Regeneration after Grenfell

Tony Hutchinson, Senior Associate at Campbell Tickell, discusses what an effective regeneration programme looks like.

We are perhaps still too close, with emotions too raw for it to be possible to grasp the breadth and depth of the consequences of the Grenfell Tower tragedy. Clearly though, it has crystallised a sense of alienation between regenerators and those being regenerated.

For some, the word ‘regeneration’ is becoming interchangeable with ‘gentrification’ and expressed as a negative. Residents often say they feel their views are ignored and, in London, the mayor is now proposing resident ballots for all regeneration schemes involving demolitions.

It is also worth reflecting on how other drivers, such as changes to the benefits system, make it harder for lower-income families to live in more expensive neighbourhoods, and for public bodies to consider how their assets can best be used to generate the funds to deliver essential services.

An effective regeneration programme begins with a commitment to being open, inclusive, transparent and collaborative. Every programme starts from how to deliver better homes, improve quality of life and greater opportunities in neighbourhoods.

So how can local authorities ensure the best chance of these aims being realised?

1. Focus on communities

We should turn the telescope around: what do communities, businesses and people want? How can the needs of t he council and its partners be aligned with those expectations? There will inevitably be an iterative process to understand aspirations and competing tensions, reconciling these into a coherent programme, seeking the compromises needed to make change happen.

This must be a conversation between equals. It is too easy to make promises about timescale and the consequences of any programme. Honesty about what is possible and how to achieve it is central to developing truly community and neighbourhood based investment strategies.

Professionals must recognise that local people have a level of knowledge and understanding about their neighbourhood, their be replicated or replaced. Even if what they say is challenging or inconvenient, taking time to listen and respond is invaluable.

“Every regeneration programme starts from how to deliver better homes, improve quality of life and greater opportunities in neighbourhoods.”

2. Communicate

Make a commitment to regular communication and stick to it, even when there has been no progress. Encourage dialogue and discussion. Multiple channels can be used: find out what channels people want to use.

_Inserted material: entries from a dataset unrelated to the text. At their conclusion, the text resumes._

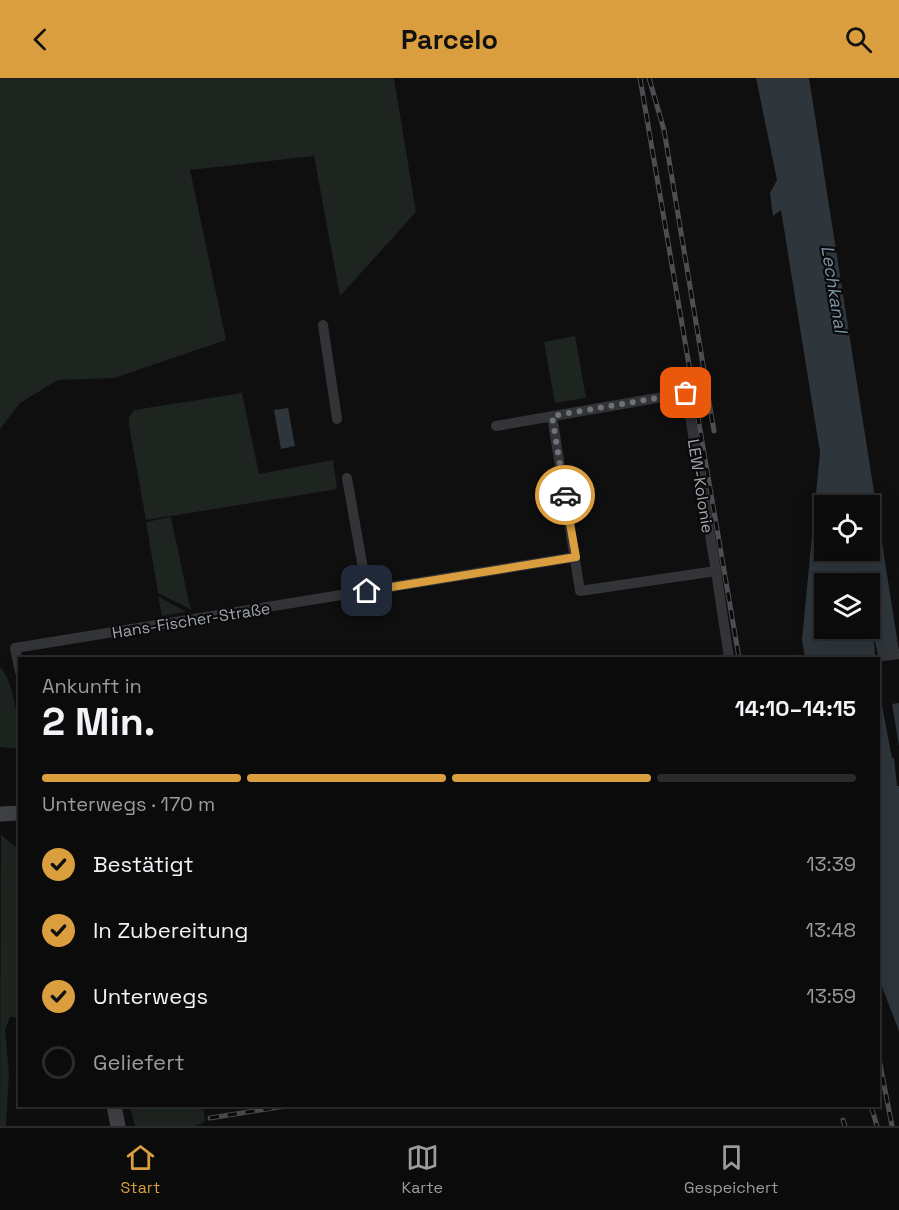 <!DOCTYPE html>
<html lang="de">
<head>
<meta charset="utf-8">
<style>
  :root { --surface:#0b0b0c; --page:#141415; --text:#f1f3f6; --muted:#9a9b9d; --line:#2b2b2d; --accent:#da9e3e }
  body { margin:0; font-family:"Space Grotesk",sans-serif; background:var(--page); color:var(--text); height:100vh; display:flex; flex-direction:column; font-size:22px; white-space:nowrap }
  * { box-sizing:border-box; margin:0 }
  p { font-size:20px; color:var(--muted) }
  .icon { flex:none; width:33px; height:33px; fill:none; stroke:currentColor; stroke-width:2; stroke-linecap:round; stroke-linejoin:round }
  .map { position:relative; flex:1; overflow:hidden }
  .side { position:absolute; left:18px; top:579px; width:862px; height:450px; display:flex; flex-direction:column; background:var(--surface); border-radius:0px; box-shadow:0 6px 24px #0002,0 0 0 2px var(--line) }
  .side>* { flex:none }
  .tools { position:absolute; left:814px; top:417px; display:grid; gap:12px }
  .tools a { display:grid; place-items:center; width:66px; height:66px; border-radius:0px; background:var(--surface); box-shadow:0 6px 24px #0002,0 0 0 2px var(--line); font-size:30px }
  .pin { position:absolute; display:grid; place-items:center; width:51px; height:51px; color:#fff; margin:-26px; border-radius:12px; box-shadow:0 3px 9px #0006 }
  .courier { position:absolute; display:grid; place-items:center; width:60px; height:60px; margin:-30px; border:4px solid #da9e3e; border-radius:50%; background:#fff; color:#222; box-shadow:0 2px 8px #0007 }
  .overview em { font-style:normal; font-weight:800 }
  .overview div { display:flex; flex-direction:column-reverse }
  .overview { display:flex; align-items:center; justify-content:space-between; height:102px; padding:0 24px }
  h1 { font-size:39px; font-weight:800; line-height:45px }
  .bar { display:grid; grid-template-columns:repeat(4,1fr); gap:9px 6px; align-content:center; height:72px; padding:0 24px }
  .bar i { height:8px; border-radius:4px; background:var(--line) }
  .bar .selected { background:var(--accent) }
  .bar p { grid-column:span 4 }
  ol { padding:0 24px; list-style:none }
  li { display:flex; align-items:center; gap:18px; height:66px }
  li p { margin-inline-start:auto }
  li .icon { padding:6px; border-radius:50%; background:var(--accent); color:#111; stroke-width:4 }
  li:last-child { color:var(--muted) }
  li i { width:33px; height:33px; border:3px solid var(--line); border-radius:50% }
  header { display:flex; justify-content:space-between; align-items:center; height:78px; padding:0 24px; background:var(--accent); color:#111; font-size:27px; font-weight:800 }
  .tabs { display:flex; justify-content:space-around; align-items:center; height:84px; border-top:2px solid var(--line); background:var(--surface); font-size:16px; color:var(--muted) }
  .tabs a { display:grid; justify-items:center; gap:3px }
  .tabs .selected { color:var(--accent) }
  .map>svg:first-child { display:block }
  .green { fill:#1e241f }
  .water { fill:#2e363b; fill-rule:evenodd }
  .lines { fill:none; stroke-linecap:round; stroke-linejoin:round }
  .street { stroke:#333437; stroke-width:10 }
  .secondary { stroke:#3f4144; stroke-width:15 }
  .rail-casing { stroke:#4c4e51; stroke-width:5 }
  .rail { stroke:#0a0a0b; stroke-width:3; stroke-dasharray:9; stroke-linecap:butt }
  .done { stroke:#6f7277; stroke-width:6; stroke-dasharray:0 10.8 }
  .route { stroke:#da9e3e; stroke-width:8 }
  .labels { text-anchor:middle; stroke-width:4.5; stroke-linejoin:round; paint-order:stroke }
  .street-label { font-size:16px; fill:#a2a7af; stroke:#0a0a0b }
  .water-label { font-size:18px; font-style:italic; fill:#7c95a7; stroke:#0a0a0b }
</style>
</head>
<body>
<header><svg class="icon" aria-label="back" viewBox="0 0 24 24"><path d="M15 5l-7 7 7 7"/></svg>Parcelo<svg class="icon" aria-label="search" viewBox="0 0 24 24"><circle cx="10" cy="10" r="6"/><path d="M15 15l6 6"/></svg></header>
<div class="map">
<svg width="899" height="1048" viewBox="0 0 899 1048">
  <rect width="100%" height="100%" fill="#0f0f10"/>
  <g class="green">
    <polygon points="0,0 394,0 416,134 340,218 314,78 190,92 226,262 114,300 58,302 20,325 0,351"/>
    <polygon points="575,258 586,320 555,325 544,264"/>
    <polygon points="242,315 259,396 333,382 337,411 146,442 129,348 129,339 134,332"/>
    <polygon points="171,439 189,525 192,532 158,515 146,444"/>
    <polygon points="158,518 186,534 162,538"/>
    <path d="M0,589C13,599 21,655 19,671L0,669Z"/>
    <polygon points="1,757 20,772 20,940 10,939 5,952 9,995 6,1048 0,1048"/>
    <polygon points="130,1028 203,1028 205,1044 195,1048 135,1048"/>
  </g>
  <g class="water">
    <path d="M756,0H809L899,573L878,577L873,555L875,577L863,579L862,576L860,580H849L848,578L846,580H805L802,562L820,374L781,132L773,138L770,115L777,102ZM825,428H870V472H825ZM825,506H870V550H825Z"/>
    <polygon points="288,330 295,368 281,371 274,332"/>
    <polygon points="899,625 899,668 892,626"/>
    <polygon points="879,628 882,628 892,680 894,680 897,708 899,708 899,953 879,901"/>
  </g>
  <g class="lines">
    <g class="street">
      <polyline points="323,247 337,341"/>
      <polyline points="496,348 686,315 716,493 580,513 552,338"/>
      <polyline points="347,400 367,513"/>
      <polyline points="716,493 729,580"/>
      <polyline points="883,578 899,576"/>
      <polyline points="20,594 15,570 575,479"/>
    </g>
    <g class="secondary">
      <polyline points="0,736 20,735"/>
      <polyline points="114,1028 118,1048"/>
    </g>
    <g class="rail-casing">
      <g id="rail">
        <polyline points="640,0 739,580"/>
        <polyline points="649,0 664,52 714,353"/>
        <polyline points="879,981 892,1048"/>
        <polyline points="871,1028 877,1048"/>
        <polyline points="210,1040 286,1028"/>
        <polyline points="843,1042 845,1048"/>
      </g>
    </g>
    <use href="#rail" class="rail"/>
  </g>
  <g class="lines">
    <polyline class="done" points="565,417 552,338 686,315"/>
    <polyline class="route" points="367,513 576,479 565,417"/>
  </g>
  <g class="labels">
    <g class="street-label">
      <text transform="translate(701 408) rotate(81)" y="6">LEW-Kolonie</text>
      <text transform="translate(191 542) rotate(-9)" y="6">Hans-Fischer-Straße</text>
    </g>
    <g class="water-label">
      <text transform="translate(834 211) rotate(81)" y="6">Lechkanal</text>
    </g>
  </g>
</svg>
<div class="tools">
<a><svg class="icon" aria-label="locate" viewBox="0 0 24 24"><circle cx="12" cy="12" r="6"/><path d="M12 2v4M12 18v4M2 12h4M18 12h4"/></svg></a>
<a><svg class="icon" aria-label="layers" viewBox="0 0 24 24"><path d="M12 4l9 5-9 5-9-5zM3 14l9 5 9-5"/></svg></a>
</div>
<div class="pin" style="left:686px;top:315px;background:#ea580c"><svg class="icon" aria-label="bag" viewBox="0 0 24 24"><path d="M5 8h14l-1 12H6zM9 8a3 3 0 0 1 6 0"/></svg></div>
<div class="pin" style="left:367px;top:513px;background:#1f2937"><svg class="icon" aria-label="home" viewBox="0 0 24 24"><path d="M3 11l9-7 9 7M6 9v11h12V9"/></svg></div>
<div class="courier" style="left:565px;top:417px"><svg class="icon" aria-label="car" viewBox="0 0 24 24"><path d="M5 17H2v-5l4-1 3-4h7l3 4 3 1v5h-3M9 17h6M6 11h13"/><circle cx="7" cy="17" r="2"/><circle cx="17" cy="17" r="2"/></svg></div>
<section class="side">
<div class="overview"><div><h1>2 Min.</h1><p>Ankunft in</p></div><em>14:10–14:15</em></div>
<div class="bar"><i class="selected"></i><i class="selected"></i><i class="selected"></i><i></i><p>Unterwegs · 170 m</p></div>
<ol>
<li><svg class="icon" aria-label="check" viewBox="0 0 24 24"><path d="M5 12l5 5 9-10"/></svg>Bestätigt<p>13:39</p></li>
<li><svg class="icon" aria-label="check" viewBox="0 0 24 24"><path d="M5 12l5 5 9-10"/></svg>In Zubereitung<p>13:48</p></li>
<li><svg class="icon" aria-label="check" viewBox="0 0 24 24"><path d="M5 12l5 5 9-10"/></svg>Unterwegs<p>13:59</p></li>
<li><i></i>Geliefert</li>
</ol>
</section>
</div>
<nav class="tabs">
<a class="selected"><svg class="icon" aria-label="home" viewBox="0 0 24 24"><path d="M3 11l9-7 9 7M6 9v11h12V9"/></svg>Start</a>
<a><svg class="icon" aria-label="map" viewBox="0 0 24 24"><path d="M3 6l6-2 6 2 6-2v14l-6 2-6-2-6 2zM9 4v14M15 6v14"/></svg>Karte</a>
<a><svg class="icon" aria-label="saved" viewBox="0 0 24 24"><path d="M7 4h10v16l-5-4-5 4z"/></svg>Gespeichert</a>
</nav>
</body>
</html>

Communication should be a learning experience to help people contribute to the process, gaining additional confidence and skills.

3.  Think about language

Regeneration affects homes, livelihoods and cherished neighbourhoods. Devaluing and demeaning the places people live, for instance by referring to ‘units’ rather than ‘homes’, is unhelpful. Even that seemingly unused garage court, a nest of anti-social behaviour, may have social and emotional value which needs respect.

4. Keep promises

Before making a promise, be sure you can keep it. If you find you can’t, explain quickly, openly and fully. Don’t compound the error by making a glib promise that has to be broken again.

5. Governance and probity are fundamental

Where authority is delegated to a community, it has to be totally clear exactly what has been delegated and what the limits of that authority are. It is too easy to ‘sell’ an advisory role as decision-making when in reality the views expressed are an input to a wider process. Equally, where community representatives are involved in procurement decisions, the role and limits of autonomy need to be clearly understood. This is particularly the case where local agencies are able to bid for work on the programme.

Grenfell, like Hillsborough or 7/7, is transformational.

For everyone in public services, these events change the way we think, speak and work. Housing services and in particular the renewal of homes came under caustic criticism in the weeks after the Grenfell Tower fire.

Understanding, responding to and accepting that visceral sense of alienation is the starting point. We must accept that, while our professional accountabilities require action, whatever we do requires the active, informed and freely given consent of the communities we serve.

Hopefully this time we will we learn the relevant lessons and make sure our procurement activity is thought-out and our arrangements robust.